Hey there, it’s your friendly, neighborhood dietitian here. I have had some interesting experiences this week, relevant to nutrition’s role in holistic health. I’d like to share one of them with you.
This week marked the fourth or fifth time I had seen this one particular patient for outpatient nutrition counseling. The first time she came in, arms crossed in reluctance for being there at all, she was down-trodden (to say the least). She tearfully told me this was the most she had ever weighed in her life, and she was disgusted with herself.
This woman is a young mother of FIVE kids (zoinks!) and has a super-supportive husband at home. She simply had fallen off-track with healthy habits after separating from the military. Or, perhaps her habits had never been very healthy, and they simply caught up with her.
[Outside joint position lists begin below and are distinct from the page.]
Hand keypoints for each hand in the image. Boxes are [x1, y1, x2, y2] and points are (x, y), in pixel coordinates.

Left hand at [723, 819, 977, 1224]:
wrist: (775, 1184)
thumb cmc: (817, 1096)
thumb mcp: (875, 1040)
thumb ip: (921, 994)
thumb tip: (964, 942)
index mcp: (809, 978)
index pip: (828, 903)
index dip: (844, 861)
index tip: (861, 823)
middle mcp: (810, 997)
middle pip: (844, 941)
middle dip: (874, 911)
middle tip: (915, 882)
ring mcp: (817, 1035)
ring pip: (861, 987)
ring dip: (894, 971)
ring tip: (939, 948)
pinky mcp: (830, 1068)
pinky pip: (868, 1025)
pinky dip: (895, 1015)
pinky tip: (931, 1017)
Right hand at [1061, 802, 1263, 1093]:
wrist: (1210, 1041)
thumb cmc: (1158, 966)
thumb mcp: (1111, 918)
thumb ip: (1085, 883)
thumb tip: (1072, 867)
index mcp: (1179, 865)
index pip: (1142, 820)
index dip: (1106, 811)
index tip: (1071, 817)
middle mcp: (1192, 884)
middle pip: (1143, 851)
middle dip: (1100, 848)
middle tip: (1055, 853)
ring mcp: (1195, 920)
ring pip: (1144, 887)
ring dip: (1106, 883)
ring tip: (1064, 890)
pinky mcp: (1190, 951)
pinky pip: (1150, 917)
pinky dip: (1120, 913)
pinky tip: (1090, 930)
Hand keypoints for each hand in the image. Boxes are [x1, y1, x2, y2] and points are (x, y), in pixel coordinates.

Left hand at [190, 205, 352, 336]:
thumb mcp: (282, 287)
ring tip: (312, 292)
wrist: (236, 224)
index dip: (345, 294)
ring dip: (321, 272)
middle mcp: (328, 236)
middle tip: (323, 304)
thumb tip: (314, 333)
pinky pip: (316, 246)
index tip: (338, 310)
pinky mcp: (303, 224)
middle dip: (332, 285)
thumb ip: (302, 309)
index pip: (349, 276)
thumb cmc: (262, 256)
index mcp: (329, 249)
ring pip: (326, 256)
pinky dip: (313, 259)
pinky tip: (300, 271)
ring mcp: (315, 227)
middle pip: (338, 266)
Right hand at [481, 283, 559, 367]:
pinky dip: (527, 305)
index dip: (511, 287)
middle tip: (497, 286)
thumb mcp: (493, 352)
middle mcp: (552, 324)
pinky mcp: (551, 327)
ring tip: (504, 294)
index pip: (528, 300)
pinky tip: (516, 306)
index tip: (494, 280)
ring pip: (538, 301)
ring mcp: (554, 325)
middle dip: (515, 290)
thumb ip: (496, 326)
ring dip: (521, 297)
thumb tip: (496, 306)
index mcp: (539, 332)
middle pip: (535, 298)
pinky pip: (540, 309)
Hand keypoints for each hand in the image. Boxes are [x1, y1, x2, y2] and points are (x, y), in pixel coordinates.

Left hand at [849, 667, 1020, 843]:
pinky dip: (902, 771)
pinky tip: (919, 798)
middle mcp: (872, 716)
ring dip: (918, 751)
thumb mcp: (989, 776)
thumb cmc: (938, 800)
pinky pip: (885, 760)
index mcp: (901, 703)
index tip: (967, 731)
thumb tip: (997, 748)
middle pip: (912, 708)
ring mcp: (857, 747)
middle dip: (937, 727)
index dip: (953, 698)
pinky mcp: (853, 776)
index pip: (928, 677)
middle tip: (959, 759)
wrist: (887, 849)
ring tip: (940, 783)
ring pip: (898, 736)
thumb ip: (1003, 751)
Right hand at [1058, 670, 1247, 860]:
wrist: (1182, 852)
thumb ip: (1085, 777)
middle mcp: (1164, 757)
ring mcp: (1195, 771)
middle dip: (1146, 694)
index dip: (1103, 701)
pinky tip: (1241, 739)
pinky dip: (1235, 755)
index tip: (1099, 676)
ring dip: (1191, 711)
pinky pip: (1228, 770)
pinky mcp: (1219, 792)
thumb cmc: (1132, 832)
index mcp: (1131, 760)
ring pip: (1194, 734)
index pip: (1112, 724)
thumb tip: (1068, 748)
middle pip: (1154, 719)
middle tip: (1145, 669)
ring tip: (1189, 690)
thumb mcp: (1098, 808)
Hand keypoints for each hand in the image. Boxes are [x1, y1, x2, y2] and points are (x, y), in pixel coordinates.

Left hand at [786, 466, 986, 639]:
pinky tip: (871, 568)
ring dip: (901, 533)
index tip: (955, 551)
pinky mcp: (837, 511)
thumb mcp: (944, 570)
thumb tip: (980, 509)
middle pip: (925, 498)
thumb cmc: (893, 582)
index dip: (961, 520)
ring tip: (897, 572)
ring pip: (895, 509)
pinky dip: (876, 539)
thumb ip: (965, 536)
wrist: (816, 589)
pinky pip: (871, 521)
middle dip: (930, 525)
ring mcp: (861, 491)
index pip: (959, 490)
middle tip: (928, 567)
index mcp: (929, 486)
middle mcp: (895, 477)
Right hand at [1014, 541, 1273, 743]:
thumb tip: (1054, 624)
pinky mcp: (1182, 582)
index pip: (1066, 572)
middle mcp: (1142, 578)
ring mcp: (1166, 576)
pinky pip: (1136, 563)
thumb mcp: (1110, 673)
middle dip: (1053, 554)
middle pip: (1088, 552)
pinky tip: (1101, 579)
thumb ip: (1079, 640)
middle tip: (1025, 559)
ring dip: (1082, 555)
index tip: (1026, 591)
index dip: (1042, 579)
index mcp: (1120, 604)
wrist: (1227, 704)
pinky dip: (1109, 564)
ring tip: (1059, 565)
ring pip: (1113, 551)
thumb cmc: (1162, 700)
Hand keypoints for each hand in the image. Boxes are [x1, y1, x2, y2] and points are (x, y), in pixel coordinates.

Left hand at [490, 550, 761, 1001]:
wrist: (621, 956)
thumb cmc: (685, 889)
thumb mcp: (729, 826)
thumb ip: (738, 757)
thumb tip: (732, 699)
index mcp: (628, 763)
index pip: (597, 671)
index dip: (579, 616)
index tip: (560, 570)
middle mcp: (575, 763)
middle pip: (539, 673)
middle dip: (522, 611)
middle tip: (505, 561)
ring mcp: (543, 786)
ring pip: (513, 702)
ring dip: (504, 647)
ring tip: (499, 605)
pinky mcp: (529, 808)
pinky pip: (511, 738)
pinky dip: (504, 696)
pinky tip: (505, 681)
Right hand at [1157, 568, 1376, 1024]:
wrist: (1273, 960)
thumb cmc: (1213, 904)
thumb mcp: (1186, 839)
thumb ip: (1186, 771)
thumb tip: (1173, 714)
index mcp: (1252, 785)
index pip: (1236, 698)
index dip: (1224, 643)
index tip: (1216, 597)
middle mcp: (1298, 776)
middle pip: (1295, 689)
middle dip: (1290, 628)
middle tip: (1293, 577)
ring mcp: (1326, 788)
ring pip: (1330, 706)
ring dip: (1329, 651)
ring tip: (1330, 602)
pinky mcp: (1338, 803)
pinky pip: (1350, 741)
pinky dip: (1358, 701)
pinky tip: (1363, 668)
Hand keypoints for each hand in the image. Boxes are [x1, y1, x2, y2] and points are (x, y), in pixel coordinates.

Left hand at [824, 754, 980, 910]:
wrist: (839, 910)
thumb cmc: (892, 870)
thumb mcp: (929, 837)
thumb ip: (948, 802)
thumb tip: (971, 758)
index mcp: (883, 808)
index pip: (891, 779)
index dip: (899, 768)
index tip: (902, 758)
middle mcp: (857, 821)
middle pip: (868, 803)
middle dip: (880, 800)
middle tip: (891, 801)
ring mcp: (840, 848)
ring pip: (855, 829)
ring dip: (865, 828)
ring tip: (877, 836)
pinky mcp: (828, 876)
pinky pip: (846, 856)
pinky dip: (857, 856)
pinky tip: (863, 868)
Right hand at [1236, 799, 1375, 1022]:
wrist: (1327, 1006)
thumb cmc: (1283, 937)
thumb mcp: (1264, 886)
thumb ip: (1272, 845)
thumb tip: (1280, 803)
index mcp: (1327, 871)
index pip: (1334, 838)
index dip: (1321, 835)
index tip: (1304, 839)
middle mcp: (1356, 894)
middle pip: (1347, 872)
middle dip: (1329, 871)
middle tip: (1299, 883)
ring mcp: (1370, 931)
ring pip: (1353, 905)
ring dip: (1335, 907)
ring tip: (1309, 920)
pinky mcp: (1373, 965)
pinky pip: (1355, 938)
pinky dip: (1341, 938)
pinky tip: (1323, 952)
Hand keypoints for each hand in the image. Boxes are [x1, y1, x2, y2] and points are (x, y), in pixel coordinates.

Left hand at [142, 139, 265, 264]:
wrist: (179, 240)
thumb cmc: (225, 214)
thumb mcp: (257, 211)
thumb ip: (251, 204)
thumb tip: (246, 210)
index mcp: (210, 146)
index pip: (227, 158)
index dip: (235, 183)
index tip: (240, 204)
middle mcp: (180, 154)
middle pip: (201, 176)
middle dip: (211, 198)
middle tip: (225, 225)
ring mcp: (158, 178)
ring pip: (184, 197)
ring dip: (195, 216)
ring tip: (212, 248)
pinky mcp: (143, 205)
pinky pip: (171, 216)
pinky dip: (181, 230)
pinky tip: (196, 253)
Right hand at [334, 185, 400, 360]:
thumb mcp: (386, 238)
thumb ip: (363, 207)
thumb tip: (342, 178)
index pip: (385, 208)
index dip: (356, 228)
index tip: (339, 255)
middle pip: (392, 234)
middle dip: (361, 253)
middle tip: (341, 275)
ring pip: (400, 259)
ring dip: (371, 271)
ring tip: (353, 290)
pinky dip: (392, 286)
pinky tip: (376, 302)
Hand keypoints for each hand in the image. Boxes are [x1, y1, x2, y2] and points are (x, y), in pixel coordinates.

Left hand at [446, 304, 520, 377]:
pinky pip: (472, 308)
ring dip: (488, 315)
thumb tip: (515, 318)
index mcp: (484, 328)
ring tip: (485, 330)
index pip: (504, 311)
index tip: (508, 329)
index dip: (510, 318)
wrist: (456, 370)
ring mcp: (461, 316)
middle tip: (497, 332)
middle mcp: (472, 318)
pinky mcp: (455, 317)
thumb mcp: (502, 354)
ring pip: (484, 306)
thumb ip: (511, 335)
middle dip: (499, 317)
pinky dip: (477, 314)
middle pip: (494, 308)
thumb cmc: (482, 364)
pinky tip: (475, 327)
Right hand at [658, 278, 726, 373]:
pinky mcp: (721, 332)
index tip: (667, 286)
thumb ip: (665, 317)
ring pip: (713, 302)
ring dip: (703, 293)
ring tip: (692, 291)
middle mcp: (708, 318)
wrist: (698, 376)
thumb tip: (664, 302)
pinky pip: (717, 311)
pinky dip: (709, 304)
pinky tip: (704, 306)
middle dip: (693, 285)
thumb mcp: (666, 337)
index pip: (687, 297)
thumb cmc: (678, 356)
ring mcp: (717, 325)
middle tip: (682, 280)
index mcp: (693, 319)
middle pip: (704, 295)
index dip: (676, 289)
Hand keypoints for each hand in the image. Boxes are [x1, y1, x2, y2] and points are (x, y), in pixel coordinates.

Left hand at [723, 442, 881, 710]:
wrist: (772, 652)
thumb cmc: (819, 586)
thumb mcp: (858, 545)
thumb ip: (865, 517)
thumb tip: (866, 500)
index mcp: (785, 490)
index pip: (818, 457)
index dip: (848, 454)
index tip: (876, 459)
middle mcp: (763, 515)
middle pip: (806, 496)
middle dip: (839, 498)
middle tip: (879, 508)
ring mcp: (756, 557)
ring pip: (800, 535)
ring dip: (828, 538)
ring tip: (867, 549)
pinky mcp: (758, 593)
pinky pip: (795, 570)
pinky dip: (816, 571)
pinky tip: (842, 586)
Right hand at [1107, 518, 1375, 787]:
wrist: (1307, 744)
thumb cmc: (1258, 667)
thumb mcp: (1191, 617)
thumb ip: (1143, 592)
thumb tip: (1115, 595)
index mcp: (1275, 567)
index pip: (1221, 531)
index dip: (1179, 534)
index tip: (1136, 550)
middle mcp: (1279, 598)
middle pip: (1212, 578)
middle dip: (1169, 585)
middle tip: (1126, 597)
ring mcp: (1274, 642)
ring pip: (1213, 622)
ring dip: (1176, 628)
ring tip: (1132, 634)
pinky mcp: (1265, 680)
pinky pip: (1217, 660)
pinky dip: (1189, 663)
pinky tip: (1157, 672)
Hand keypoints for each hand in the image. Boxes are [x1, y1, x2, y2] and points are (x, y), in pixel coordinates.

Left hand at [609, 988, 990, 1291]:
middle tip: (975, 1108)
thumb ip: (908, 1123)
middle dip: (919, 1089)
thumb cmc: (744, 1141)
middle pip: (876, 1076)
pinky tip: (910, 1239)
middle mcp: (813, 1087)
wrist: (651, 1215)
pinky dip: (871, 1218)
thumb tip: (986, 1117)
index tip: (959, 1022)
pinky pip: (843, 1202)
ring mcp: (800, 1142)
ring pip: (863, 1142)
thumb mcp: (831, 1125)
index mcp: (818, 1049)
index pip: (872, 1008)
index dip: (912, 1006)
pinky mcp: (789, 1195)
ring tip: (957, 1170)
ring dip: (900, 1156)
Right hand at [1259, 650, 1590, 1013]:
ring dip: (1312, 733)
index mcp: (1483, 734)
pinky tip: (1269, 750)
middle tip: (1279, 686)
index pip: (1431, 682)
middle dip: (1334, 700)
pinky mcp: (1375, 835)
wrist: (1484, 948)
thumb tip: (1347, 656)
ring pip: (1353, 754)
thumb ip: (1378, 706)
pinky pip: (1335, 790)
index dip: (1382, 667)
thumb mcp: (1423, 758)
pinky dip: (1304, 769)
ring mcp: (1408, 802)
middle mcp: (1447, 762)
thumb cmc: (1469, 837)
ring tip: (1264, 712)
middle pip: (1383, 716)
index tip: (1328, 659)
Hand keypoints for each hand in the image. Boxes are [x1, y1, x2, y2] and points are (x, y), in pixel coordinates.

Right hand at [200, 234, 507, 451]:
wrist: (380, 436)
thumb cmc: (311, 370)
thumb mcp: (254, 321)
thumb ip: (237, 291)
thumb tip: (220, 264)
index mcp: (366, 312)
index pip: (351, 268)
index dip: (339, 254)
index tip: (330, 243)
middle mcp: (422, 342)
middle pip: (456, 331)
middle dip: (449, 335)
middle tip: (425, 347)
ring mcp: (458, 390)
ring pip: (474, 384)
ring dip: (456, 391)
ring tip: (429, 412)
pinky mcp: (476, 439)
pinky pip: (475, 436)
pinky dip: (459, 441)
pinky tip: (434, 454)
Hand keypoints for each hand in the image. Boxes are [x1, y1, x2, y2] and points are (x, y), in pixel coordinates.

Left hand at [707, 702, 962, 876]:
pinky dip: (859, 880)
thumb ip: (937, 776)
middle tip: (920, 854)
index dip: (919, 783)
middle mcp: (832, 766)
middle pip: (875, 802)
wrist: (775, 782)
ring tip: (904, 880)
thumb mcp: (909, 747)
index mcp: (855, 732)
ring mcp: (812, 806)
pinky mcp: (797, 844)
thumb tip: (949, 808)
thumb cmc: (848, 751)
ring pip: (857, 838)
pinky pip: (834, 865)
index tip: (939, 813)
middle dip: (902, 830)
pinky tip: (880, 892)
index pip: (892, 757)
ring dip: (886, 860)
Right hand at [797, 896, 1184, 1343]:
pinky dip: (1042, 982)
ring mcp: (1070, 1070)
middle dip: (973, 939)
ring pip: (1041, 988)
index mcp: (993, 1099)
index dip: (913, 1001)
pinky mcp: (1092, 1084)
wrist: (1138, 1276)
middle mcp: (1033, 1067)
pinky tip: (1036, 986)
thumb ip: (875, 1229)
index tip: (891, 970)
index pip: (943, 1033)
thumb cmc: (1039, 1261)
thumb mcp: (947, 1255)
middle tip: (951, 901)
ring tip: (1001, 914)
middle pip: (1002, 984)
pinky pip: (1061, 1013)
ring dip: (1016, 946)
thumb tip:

At any rate, she was there to see me for help.
At visit #1, she admitted she had stopped any form of exercise since it “hadn’t help me lose any weight.” She was eating 0-1 meal(s) a day. She cried throughout the majority of the visit while telling me how depressed she was; I believed her, and it broke my heart.
Keep in mind, weight is merely an indicator of what is going on inside our bodies. We can be overweight and malnourished. Yes, it’s a thing. When our internal machine is not getting the fuel it needs to function, everything gets out of whack.
During the next few visits, the story remained about the same. This young woman was so depressed, she was resorting to near starvation. She was too depressed to do any sort of exercise, and she saw exercise simply as a punishment designed to help you lose weight.
What we continued to focus on from day one is the role of nutrients in human functioning. Our society is taught to count everything and eat as “low calorie” as possible in order to achieve a desirable physique. If that includes near-starvation? Sure! Eating only once a day and calling it “intermittent fasting”? Sure! Will we exhaust all nutrient stores in our body’s tissues and organs? Sure! Although she had come seeking a “diet” from me, I refused; but I offered her another way.
The reality is, this woman was depressed. I don’t know the details behind her military experiences. I don’t know what the first few decades of her nutrition and exercise habits were. What I did know is what her most recent health history looked like, and what her current lifestyle was.
Without eating well (or at all), the brain cannot function optimally. At the very least, our brains need a regular influx of nutrients, such as:
- Omega-3 fatty acids – salmon, sardines, tuna, trout, herring, chia seeds, etc.
- Antioxidants (including, but not limited to):
- Vitamin C – bell peppers, cabbage, kiwis, oranges, Brussels sprouts, etc.
- Vitamin E – nuts, seeds, spinach, Swiss chard, etc.
- B-vitamins (thiamin, riboflavin, niacin, B6, folate, B12) – 100% whole grains, whole fruit, whole vegetables, milk, meat, etc.
- Iron – meat, fish, dark greens, etc.
- Calcium – broccoli, oranges, milk, yogurt, cheese, figs, etc.
- And many, many others.
Luckily, this woman had begun to see a mental health professional to unpack some of the behavioral aspects of her depression and other factors impacting her mental health. However, no amount of mental health counseling can make up for the absence of proper physiology inside the body. Sure, medications can help, too; but that still isn’t the only solution, nor will medications “fix” anything without proper nutrition and exercise.
Holistic health includes nurturing body, mind, and spirit. Mental health counseling addresses mind and spirit; it cannot independently help depression if the bricks and mortar of the chemical processes that make the brain function are not there. Optimizing nutrition and exercise are critical components of a healthy brain.
Upon arrival to the most recent session we had this week, she arrived practically beaming with joy. She truly seemed like an entirely different human walking into my office. Her life hadn’t changed much; her family is (and always has been) very supportive. Her mental health counseling has continued regularly, as it had for months/years.
What was different?
She had reluctantly taken my advice to focus on developing a more consistent, more robust eating pattern. She was eating at least 3 times a day – morning, midday, and evening. If there were long breaks between meals, she was having a snack. Not only was she actually eating (which was new for her starved body), but she was also intentionally choosing nutrient-rich foods. She had begun exercising as a means of spending quality time with her family, and she was enjoying herself. She wasn’t dieting. She wasn’t counting anything.
Her brain (and body) are healing. Not only is her depression markedly improved, but she has begun to lose weight healthfully. She is enjoying her newfound increasing energy; she is smiling instead of crying. She is gaining some muscle and her clothes are fitting better. She is beginning to live, not just exist.
Remember, our body weight is merely a piece of the puzzle, it is not the whole picture. An undesirable weight (underweight, overweight, whatever) is a signal that our body is not functioning properly. Often, suboptimal nutrition is to blame. “Normal” weight does not guarantee health without proper nutrition.
Bottom line? Nourish your body with real food. Move your body, even if it is just a little bit at at time when you get started. If you take care of your body, you are more likely to have a healthy one. If you are struggling, seek guidance from a registered dietitian nutritionist.